* **HOW TO COMPLETE THIS TASK**: Copy each line of the data below with the word "VONA".
--- --- ---
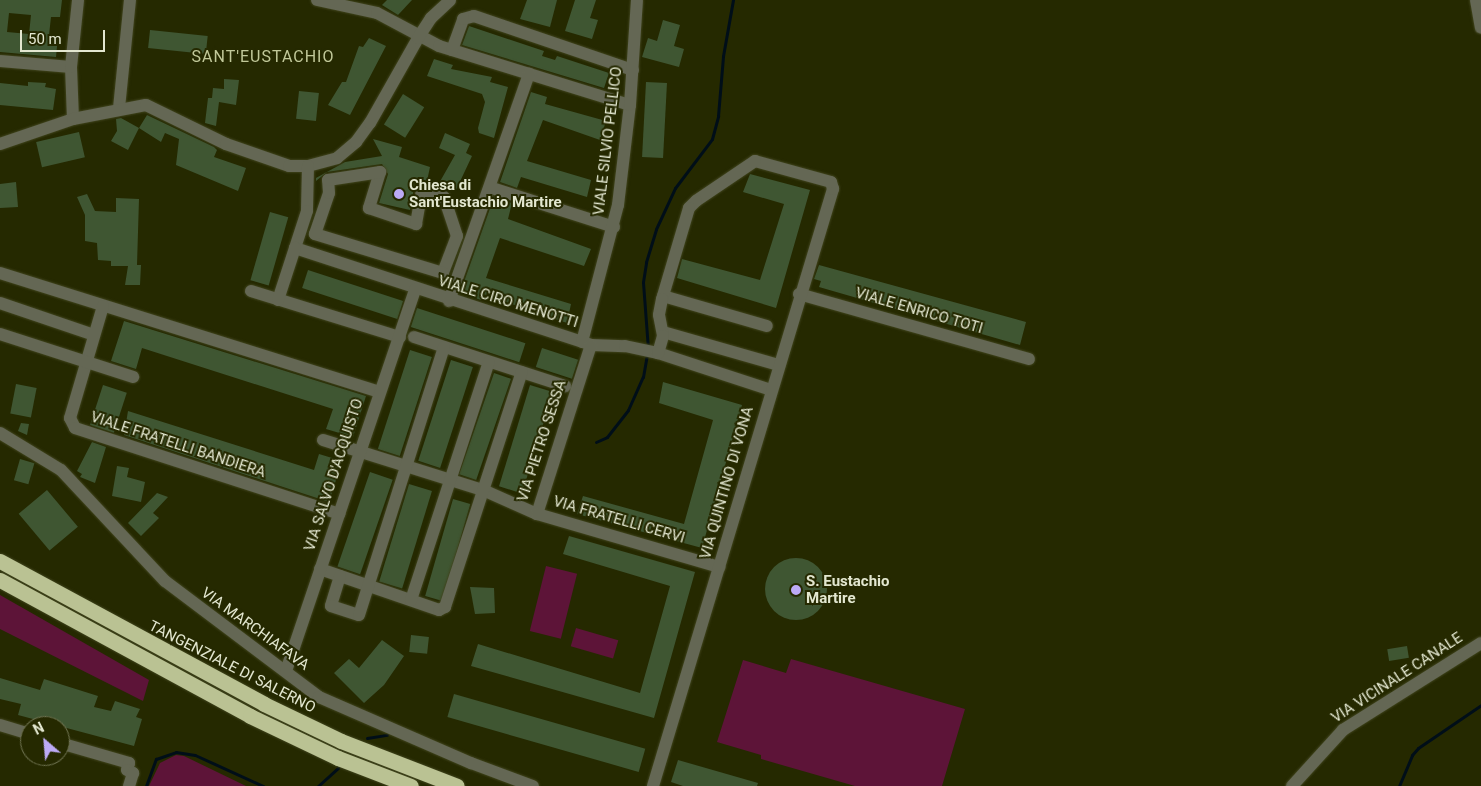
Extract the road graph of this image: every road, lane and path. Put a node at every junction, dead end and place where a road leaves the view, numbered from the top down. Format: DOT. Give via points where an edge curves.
graph roads {
  1 [pos="78,0"];
  2 [pos="130,0"];
  3 [pos="322,0"];
  4 [pos="450,0"];
  5 [pos="637,0"];
  6 [pos="1476,0"];
  7 [pos="1481,28"];
  8 [pos="418,38"];
  9 [pos="452,50"];
  10 [pos="0,61"];
  11 [pos="71,67"];
  12 [pos="633,70"];
  13 [pos="529,74"];
  14 [pos="630,105"];
  15 [pos="119,108"];
  16 [pos="74,119"];
  17 [pos="0,144"];
  18 [pos="308,166"];
  19 [pos="492,188"];
  20 [pos="614,227"];
  21 [pos="315,234"];
  22 [pos="295,248"];
  23 [pos="0,273"];
  24 [pos="415,289"];
  25 [pos="251,291"];
  26 [pos="799,294"];
  27 [pos="663,296"];
  28 [pos="278,300"];
  29 [pos="449,300"];
  30 [pos="0,303"];
  31 [pos="103,306"];
  32 [pos="767,326"];
  33 [pos="663,332"];
  34 [pos="0,334"];
  35 [pos="94,335"];
  36 [pos="400,337"];
  37 [pos="414,337"];
  38 [pos="587,343"];
  39 [pos="444,347"];
  40 [pos="658,353"];
  41 [pos="1029,359"];
  42 [pos="86,362"];
  43 [pos="489,362"];
  44 [pos="780,365"];
  45 [pos="522,372"];
  46 [pos="133,377"];
  47 [pos="565,386"];
  48 [pos="771,390"];
  49 [pos="379,392"];
  50 [pos="0,433"];
  51 [pos="323,440"];
  52 [pos="359,450"];
  53 [pos="404,464"];
  54 [pos="449,479"];
  55 [pos="483,490"];
  56 [pos="339,514"];
  57 [pos="537,514"];
  58 [pos="0,561"];
  59 [pos="719,567"];
  60 [pos="320,569"];
  61 [pos="340,576"];
  62 [pos="0,580"];
  63 [pos="367,585"];
  64 [pos="411,600"];
  65 [pos="1481,643"];
  66 [pos="286,671"];
  67 [pos="0,725"];
  68 [pos="20,731"];
  69 [pos="70,746"];
  70 [pos="129,786"];
  71 [pos="410,786"];
  72 [pos="457,786"];
  73 [pos="533,786"];
  74 [pos="653,786"];
  75 [pos="1292,786"];
  1 -- 11 [label="street"];
  2 -- 15 [label="street"];
  3 -- 8 [label="street" via="377,13"];
  4 -- 8 [label="street" via="431,18"];
  5 -- 12 [label="street, VIALE SILVIO PELLICO"];
  6 -- 7 [label="street"];
  8 -- 9 [label="street"];
  8 -- 18 [label="street" via="356,142 337,158"];
  9 -- 12 [label="street" via="463,19 474,16"];
  9 -- 13 [label="street"];
  10 -- 11 [label="street"];
  11 -- 16 [label="street"];
  12 -- 14 [label="street, VIALE SILVIO PELLICO"];
  13 -- 14 [label="street"];
  13 -- 19 [label="street"];
  14 -- 20 [label="street, VIALE SILVIO PELLICO"];
  15 -- 16 [label="street"];
  15 -- 18 [label="street" via="146,105 226,144 288,166"];
  16 -- 17 [label="street"];
  18 -- 22 [label="street" via="307,211"];
  19 -- 20 [label="street"];
  19 -- 29 [label="street"];
  20 -- 38 [label="street, VIALE SILVIO PELLICO"];
  21 -- 21 [label="street" via="443,273 457,236 444,197 422,190 416,224 369,208 380,172 328,180 329,193"];
  22 -- 24 [label="street, VIALE CIRO MENOTTI"];
  22 -- 28 [label="street"];
  23 -- 31 [label="street"];
  24 -- 29 [label="street, VIALE CIRO MENOTTI"];
  24 -- 36 [label="street, VIA SALVO D'ACQUISTO"];
  25 -- 28 [label="street"];
  26 -- 27 [label="street, VIA QUINTINO DI VONA" via="833,189 830,182 755,161 689,208"];
  26 -- 41 [label="street, VIALE ENRICO TOTI"];
  26 -- 44 [label="street, VIA QUINTINO DI VONA"];
  27 -- 32 [label="street"];
  27 -- 33 [label="street" via="659,315"];
  28 -- 36 [label="street"];
  29 -- 38 [label="street, VIALE CIRO MENOTTI"];
  30 -- 35 [label="street"];
  31 -- 35 [label="street, VIALE FRATELLI BANDIERA"];
  31 -- 49 [label="street"];
  33 -- 40 [label="street"];
  33 -- 44 [label="street"];
  34 -- 42 [label="street"];
  35 -- 42 [label="street, VIALE FRATELLI BANDIERA"];
  36 -- 49 [label="street, VIA SALVO D'ACQUISTO"];
  37 -- 39 [label="street"];
  38 -- 40 [label="street, VIALE CIRO MENOTTI"];
  38 -- 57 [label="street, VIA PIETRO SESSA"];
  39 -- 43 [label="street"];
  39 -- 53 [label="street"];
  40 -- 48 [label="street, VIALE CIRO MENOTTI"];
  42 -- 46 [label="street"];
  42 -- 56 [label="street, VIALE FRATELLI BANDIERA" via="70,418 75,428"];
  43 -- 45 [label="street"];
  43 -- 54 [label="street"];
  44 -- 48 [label="street, VIA QUINTINO DI VONA"];
  45 -- 47 [label="street"];
  45 -- 55 [label="street"];
  48 -- 59 [label="street, VIA QUINTINO DI VONA"];
  49 -- 52 [label="street, VIA SALVO D'ACQUISTO"];
  50 -- 66 [label="street, VIA MARCHIAFAVA" via="61,470 165,581"];
  51 -- 52 [label="street, VIA PIETRO SESSA"];
  52 -- 53 [label="street, VIA PIETRO SESSA"];
  52 -- 56 [label="street, VIA SALVO D'ACQUISTO"];
  53 -- 54 [label="street, VIA PIETRO SESSA"];
  53 -- 63 [label="street"];
  54 -- 55 [label="street, VIA PIETRO SESSA"];
  54 -- 64 [label="street"];
  55 -- 57 [label="street, VIA PIETRO SESSA"];
  55 -- 64 [label="street" via="445,607 439,610"];
  56 -- 60 [label="street, VIA SALVO D'ACQUISTO"];
  57 -- 59 [label="street, VIA FRATELLI CERVI"];
  58 -- 72 [label="highway, TANGENZIALE DI SALERNO" via="264,704 341,741"];
  59 -- 74 [label="street, VIA QUINTINO DI VONA"];
  60 -- 61 [label="street"];
  60 -- 66 [label="street, VIA SALVO D'ACQUISTO"];
  61 -- 63 [label="street"];
  61 -- 63 [label="street" via="331,606 359,615"];
  62 -- 71 [label="highway" via="250,716 338,758"];
  63 -- 64 [label="street"];
  65 -- 75 [label="street, VIA VICINALE CANALE" via="1343,730"];
  66 -- 73 [label="street, VIA MARCHIAFAVA" via="319,697 339,707"];
  67 -- 68 [label="street"];
  69 -- 70 [label="street" via="129,763 128,770 133,773"];
}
--- --- ---
* **ANSWER FOR THIS EXERCISE**:
  26 -- 27 [label="street, VIA QUINTINO DI VONA" via="833,189 830,182 755,161 689,208"];
  26 -- 44 [label="street, VIA QUINTINO DI VONA"];
  44 -- 48 [label="street, VIA QUINTINO DI VONA"];
  48 -- 59 [label="street, VIA QUINTINO DI VONA"];
  59 -- 74 [label="street, VIA QUINTINO DI VONA"];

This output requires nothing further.